Considerando tudo quanto até aqui dito e demonstrado, é pertinente a afirmação de que o fim dado à CPMF era diverso do almejado pela lei que a instituiu, motivo pelo qual consideramos a prática ora descrita como ofensiva aos ditames da boa-fé e da moralidade administrativa.
Oportuno relembrar que a Constituição Federal (clique aqui)estabeleceu em seu artigo n°. 37, "caput", que Administração Púbica direta e indireta de qualquer dos Poderes obedecerá aos princípios de legalidade, impessoalidade, moralidade, publicidade e eficiência.
Assim, consagrou-se o referido princípio como uma bússola da atividade administrativa, tornando-se possível a extração de conseqüências jurídicas a partir de regras morais.
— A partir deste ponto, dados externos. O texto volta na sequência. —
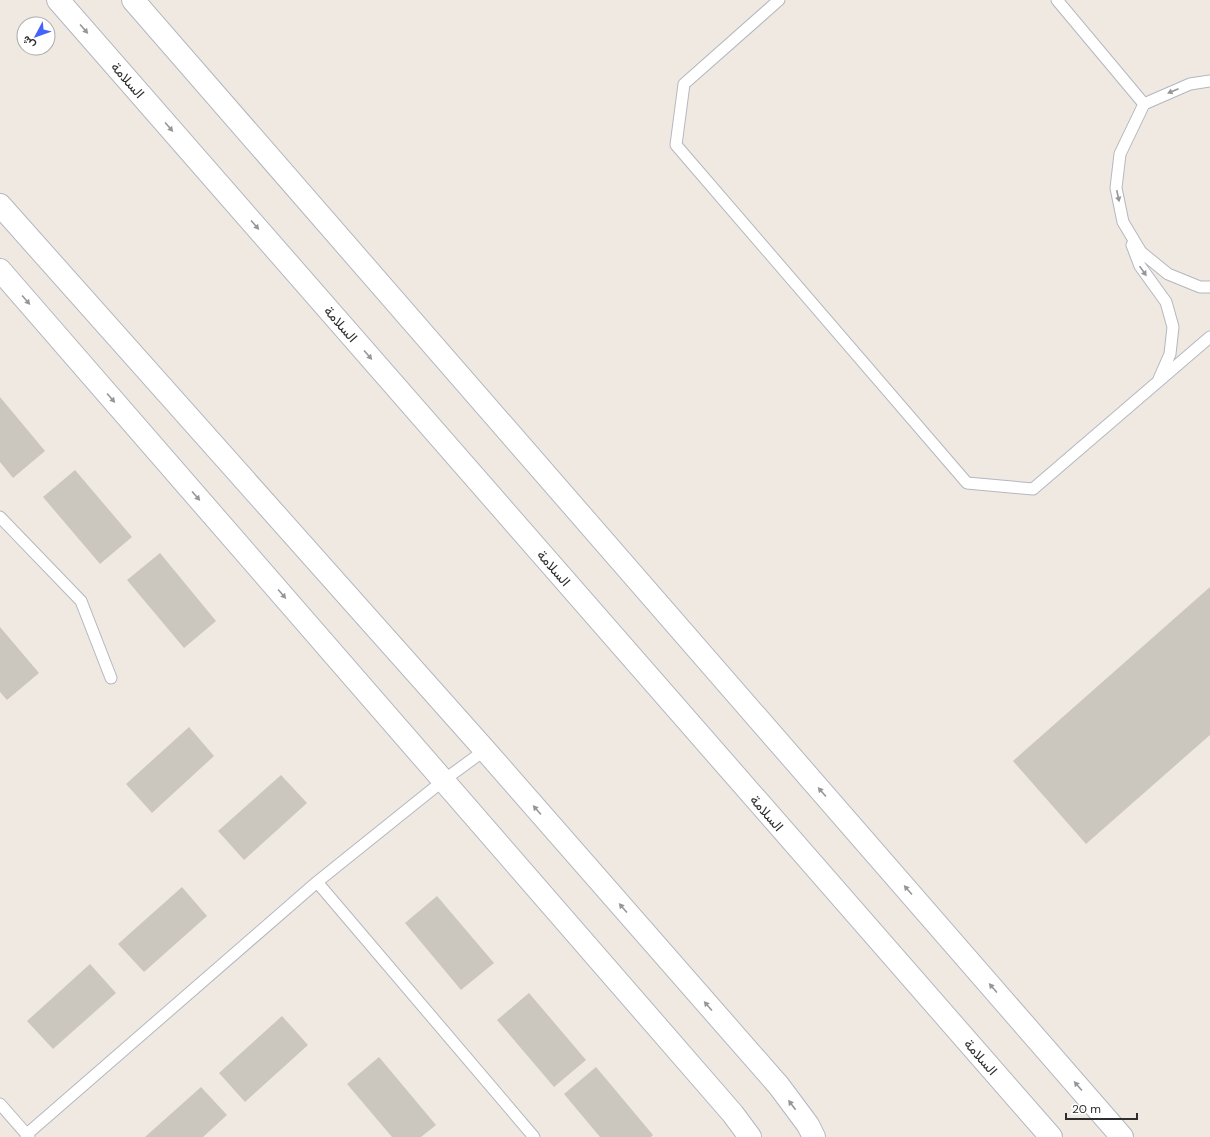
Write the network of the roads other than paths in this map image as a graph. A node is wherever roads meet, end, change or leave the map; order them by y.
1 (58, 0) edge
2 (133, 0) edge
3 (779, 0) edge
4 (1058, 0) edge
5 (1210, 81) edge
6 (1144, 104) junction
7 (0, 205) edge
8 (1123, 222) junction
9 (0, 270) edge
10 (1210, 287) edge
11 (1210, 337) edge
12 (1158, 382) junction
13 (0, 517) edge
14 (111, 678) dead end
15 (485, 750) junction
16 (444, 780) junction
17 (317, 882) junction
18 (0, 1104) edge
19 (28, 1136) edge
20 (534, 1137) edge
21 (750, 1137) edge
22 (814, 1137) edge
23 (1051, 1137) edge
24 (1122, 1137) edge

1 -> 23 street, السلامة
24 -> 2 street
3 - 12 lane
4 - 6 lane
5 -> 6 lane
6 -> 8 lane
7 - 15 street
8 - 10 lane
8 -> 12 lane
9 -> 16 street
11 - 12 lane
13 - 14 lane
15 - 16 lane
22 -> 15 street
16 - 17 lane
16 - 21 street
17 - 19 lane
17 - 20 lane
18 - 19 lane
Ora, é sabido que o Congresso Nacional aprovou a CPMF acreditando que estava aprovando uma contribuição que seria um incremento ao orçamento do Ministério da Saúde, e não uma fonte de substituição de recursos. Nas palavras do professor Márcio Cammarosano6:
"se o que levou o Congresso a aprovara CPMF foi a crença de que esta contribuição faria com que além do orçamento já existente no Ministério da Saúde se acresceria uma nova fonte de recurso para aprimorar o serviço de saúde, e, se isto não foi feito, pode-se dizer que o Executivo não foi e não está sendo responsável, que enganou, que abusou da boa-fé daqueles que aprovaram a CPMF, frustrou as expectativas dos representantes do povo que aprovaram a CPMF e, portanto, está violando o princípio da moralidade administrativa."
Celso Antonio Bandeira de Mello7 ensina que se compreendem no âmbito do princípio da moralidade os chamados princípios da lealdade e da boa-fé, e conclui dizendo que:
"Segundo os cânones da lealdade e da boa-fé, a Administração haverá de proceder em relação aos administrados com sinceridade e lhaneza, sendo-lhe interdito qualquer comportamento astucioso, eivado de malícia, produzido de maneira a confundir, dificultar ou minimizar o exercício de direitos por parte dos cidadãos." (grifamos)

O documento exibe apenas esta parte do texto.